• **Task**: Copy the entries below exactly. Images do not belong in the copy.

======== Records supplied

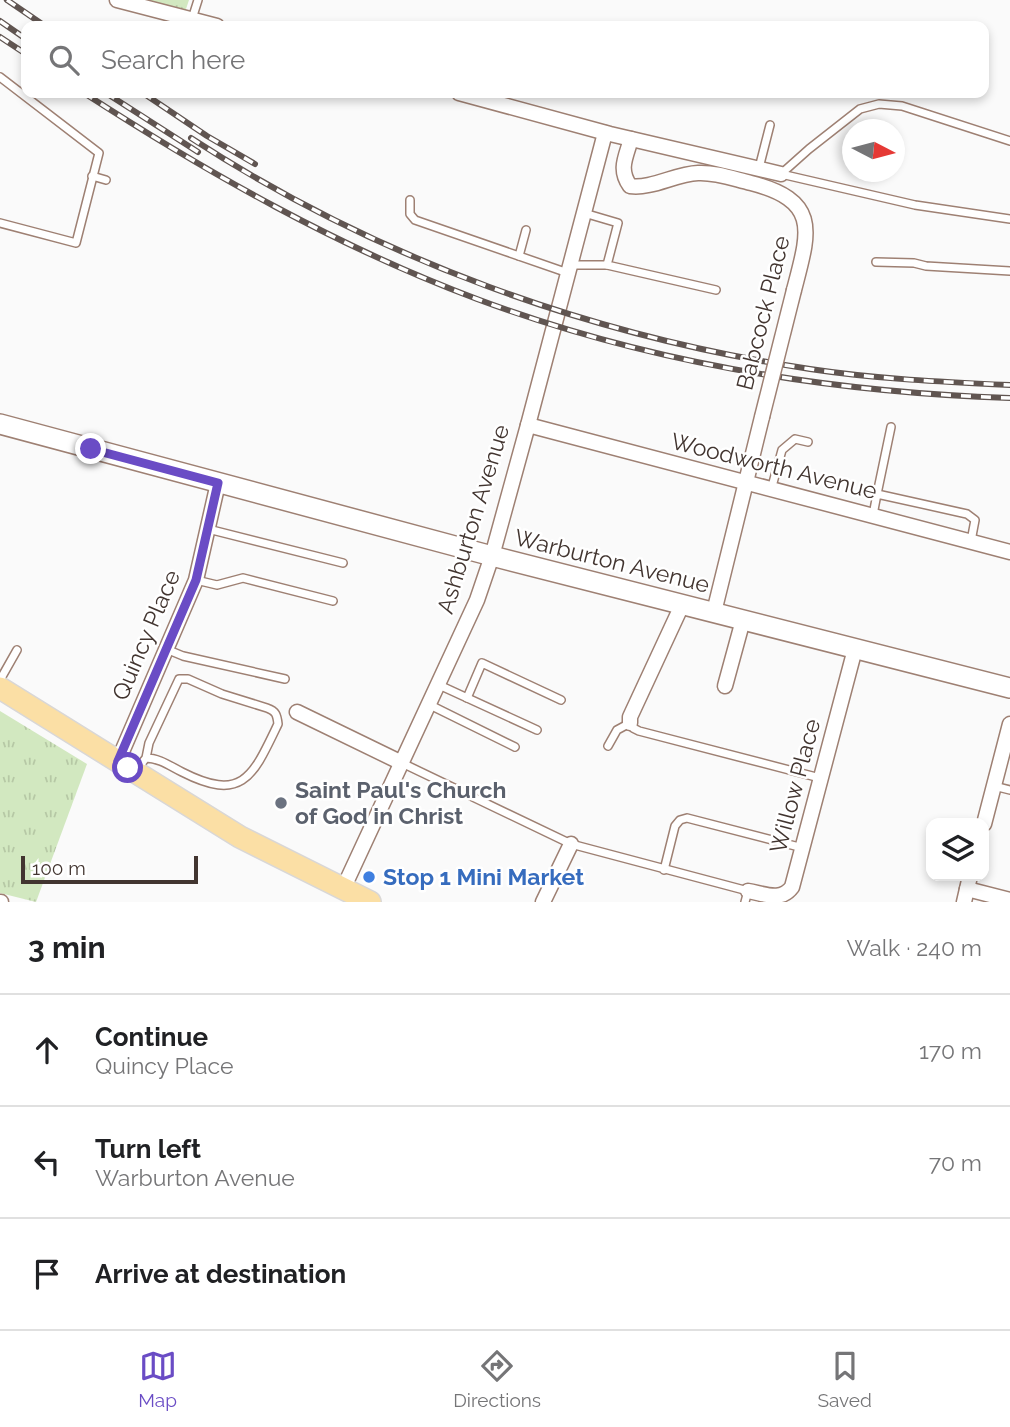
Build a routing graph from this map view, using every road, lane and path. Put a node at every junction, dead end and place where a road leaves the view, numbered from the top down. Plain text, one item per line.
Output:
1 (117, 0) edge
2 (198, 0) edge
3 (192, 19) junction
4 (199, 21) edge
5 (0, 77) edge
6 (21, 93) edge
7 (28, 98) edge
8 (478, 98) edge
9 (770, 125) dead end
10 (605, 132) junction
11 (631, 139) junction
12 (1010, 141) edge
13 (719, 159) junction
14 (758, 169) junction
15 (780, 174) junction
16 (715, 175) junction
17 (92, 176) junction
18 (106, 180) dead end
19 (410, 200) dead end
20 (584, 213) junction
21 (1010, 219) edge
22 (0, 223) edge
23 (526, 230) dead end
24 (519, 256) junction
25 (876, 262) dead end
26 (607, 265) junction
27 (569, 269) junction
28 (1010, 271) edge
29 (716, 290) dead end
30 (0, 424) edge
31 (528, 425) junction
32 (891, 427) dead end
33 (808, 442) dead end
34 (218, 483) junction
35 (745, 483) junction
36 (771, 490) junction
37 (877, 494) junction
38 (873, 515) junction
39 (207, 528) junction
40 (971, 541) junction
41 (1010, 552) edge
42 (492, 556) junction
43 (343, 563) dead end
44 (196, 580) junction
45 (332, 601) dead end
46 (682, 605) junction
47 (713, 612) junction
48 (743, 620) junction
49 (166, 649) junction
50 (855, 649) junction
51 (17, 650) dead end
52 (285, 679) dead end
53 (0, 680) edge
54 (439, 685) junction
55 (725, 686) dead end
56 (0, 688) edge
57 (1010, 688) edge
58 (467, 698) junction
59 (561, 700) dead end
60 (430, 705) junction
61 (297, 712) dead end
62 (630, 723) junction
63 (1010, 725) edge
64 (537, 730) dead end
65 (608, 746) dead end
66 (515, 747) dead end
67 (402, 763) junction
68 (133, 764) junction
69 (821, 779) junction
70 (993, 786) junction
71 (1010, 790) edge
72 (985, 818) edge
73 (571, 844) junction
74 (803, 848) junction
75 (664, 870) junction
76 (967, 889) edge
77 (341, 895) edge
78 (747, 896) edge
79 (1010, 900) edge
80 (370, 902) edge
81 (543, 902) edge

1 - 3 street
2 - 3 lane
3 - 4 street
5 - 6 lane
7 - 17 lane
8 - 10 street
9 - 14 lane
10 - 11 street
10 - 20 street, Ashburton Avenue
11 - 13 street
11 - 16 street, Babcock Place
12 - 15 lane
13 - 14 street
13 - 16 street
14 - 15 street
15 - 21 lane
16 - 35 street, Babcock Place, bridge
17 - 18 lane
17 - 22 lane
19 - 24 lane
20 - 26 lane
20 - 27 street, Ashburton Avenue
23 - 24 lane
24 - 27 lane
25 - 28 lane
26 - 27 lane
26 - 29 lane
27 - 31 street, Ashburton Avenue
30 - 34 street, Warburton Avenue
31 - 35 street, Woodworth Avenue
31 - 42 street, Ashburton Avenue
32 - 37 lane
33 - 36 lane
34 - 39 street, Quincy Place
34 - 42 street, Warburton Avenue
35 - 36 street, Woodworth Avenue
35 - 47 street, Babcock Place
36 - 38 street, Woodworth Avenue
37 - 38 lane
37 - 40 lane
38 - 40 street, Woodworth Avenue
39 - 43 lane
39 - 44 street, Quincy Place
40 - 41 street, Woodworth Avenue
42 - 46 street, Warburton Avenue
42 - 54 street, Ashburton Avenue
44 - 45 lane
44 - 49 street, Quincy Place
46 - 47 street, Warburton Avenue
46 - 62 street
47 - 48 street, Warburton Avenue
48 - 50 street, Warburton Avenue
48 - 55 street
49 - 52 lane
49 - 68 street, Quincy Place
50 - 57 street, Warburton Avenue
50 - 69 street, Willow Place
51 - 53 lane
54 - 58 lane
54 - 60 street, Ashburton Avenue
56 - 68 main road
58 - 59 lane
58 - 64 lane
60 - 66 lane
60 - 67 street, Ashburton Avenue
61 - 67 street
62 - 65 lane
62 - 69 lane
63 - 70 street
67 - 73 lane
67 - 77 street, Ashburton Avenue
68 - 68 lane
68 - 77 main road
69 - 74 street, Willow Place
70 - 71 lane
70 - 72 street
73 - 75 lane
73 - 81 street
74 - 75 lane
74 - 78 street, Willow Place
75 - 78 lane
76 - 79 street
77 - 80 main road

================

• **Your solution**:
Build a routing graph from this map view, using every road, lane and path. Put a node at every junction, dead end and place where a road leaves the view, numbered from the top down. Plain text, one item per line.
Output:
1 (117, 0) edge
2 (198, 0) edge
3 (192, 19) junction
4 (199, 21) edge
5 (0, 77) edge
6 (21, 93) edge
7 (28, 98) edge
8 (478, 98) edge
9 (770, 125) dead end
10 (605, 132) junction
11 (631, 139) junction
12 (1010, 141) edge
13 (719, 159) junction
14 (758, 169) junction
15 (780, 174) junction
16 (715, 175) junction
17 (92, 176) junction
18 (106, 180) dead end
19 (410, 200) dead end
20 (584, 213) junction
21 (1010, 219) edge
22 (0, 223) edge
23 (526, 230) dead end
24 (519, 256) junction
25 (876, 262) dead end
26 (607, 265) junction
27 (569, 269) junction
28 (1010, 271) edge
29 (716, 290) dead end
30 (0, 424) edge
31 (528, 425) junction
32 (891, 427) dead end
33 (808, 442) dead end
34 (218, 483) junction
35 (745, 483) junction
36 (771, 490) junction
37 (877, 494) junction
38 (873, 515) junction
39 (207, 528) junction
40 (971, 541) junction
41 (1010, 552) edge
42 (492, 556) junction
43 (343, 563) dead end
44 (196, 580) junction
45 (332, 601) dead end
46 (682, 605) junction
47 (713, 612) junction
48 (743, 620) junction
49 (166, 649) junction
50 (855, 649) junction
51 (17, 650) dead end
52 (285, 679) dead end
53 (0, 680) edge
54 (439, 685) junction
55 (725, 686) dead end
56 (0, 688) edge
57 (1010, 688) edge
58 (467, 698) junction
59 (561, 700) dead end
60 (430, 705) junction
61 (297, 712) dead end
62 (630, 723) junction
63 (1010, 725) edge
64 (537, 730) dead end
65 (608, 746) dead end
66 (515, 747) dead end
67 (402, 763) junction
68 (133, 764) junction
69 (821, 779) junction
70 (993, 786) junction
71 (1010, 790) edge
72 (985, 818) edge
73 (571, 844) junction
74 (803, 848) junction
75 (664, 870) junction
76 (967, 889) edge
77 (341, 895) edge
78 (747, 896) edge
79 (1010, 900) edge
80 (370, 902) edge
81 (543, 902) edge

1 - 3 street
2 - 3 lane
3 - 4 street
5 - 6 lane
7 - 17 lane
8 - 10 street
9 - 14 lane
10 - 11 street
10 - 20 street, Ashburton Avenue
11 - 13 street
11 - 16 street, Babcock Place
12 - 15 lane
13 - 14 street
13 - 16 street
14 - 15 street
15 - 21 lane
16 - 35 street, Babcock Place, bridge
17 - 18 lane
17 - 22 lane
19 - 24 lane
20 - 26 lane
20 - 27 street, Ashburton Avenue
23 - 24 lane
24 - 27 lane
25 - 28 lane
26 - 27 lane
26 - 29 lane
27 - 31 street, Ashburton Avenue
30 - 34 street, Warburton Avenue
31 - 35 street, Woodworth Avenue
31 - 42 street, Ashburton Avenue
32 - 37 lane
33 - 36 lane
34 - 39 street, Quincy Place
34 - 42 street, Warburton Avenue
35 - 36 street, Woodworth Avenue
35 - 47 street, Babcock Place
36 - 38 street, Woodworth Avenue
37 - 38 lane
37 - 40 lane
38 - 40 street, Woodworth Avenue
39 - 43 lane
39 - 44 street, Quincy Place
40 - 41 street, Woodworth Avenue
42 - 46 street, Warburton Avenue
42 - 54 street, Ashburton Avenue
44 - 45 lane
44 - 49 street, Quincy Place
46 - 47 street, Warburton Avenue
46 - 62 street
47 - 48 street, Warburton Avenue
48 - 50 street, Warburton Avenue
48 - 55 street
49 - 52 lane
49 - 68 street, Quincy Place
50 - 57 street, Warburton Avenue
50 - 69 street, Willow Place
51 - 53 lane
54 - 58 lane
54 - 60 street, Ashburton Avenue
56 - 68 main road
58 - 59 lane
58 - 64 lane
60 - 66 lane
60 - 67 street, Ashburton Avenue
61 - 67 street
62 - 65 lane
62 - 69 lane
63 - 70 street
67 - 73 lane
67 - 77 street, Ashburton Avenue
68 - 68 lane
68 - 77 main road
69 - 74 street, Willow Place
70 - 71 lane
70 - 72 street
73 - 75 lane
73 - 81 street
74 - 75 lane
74 - 78 street, Willow Place
75 - 78 lane
76 - 79 street
77 - 80 main road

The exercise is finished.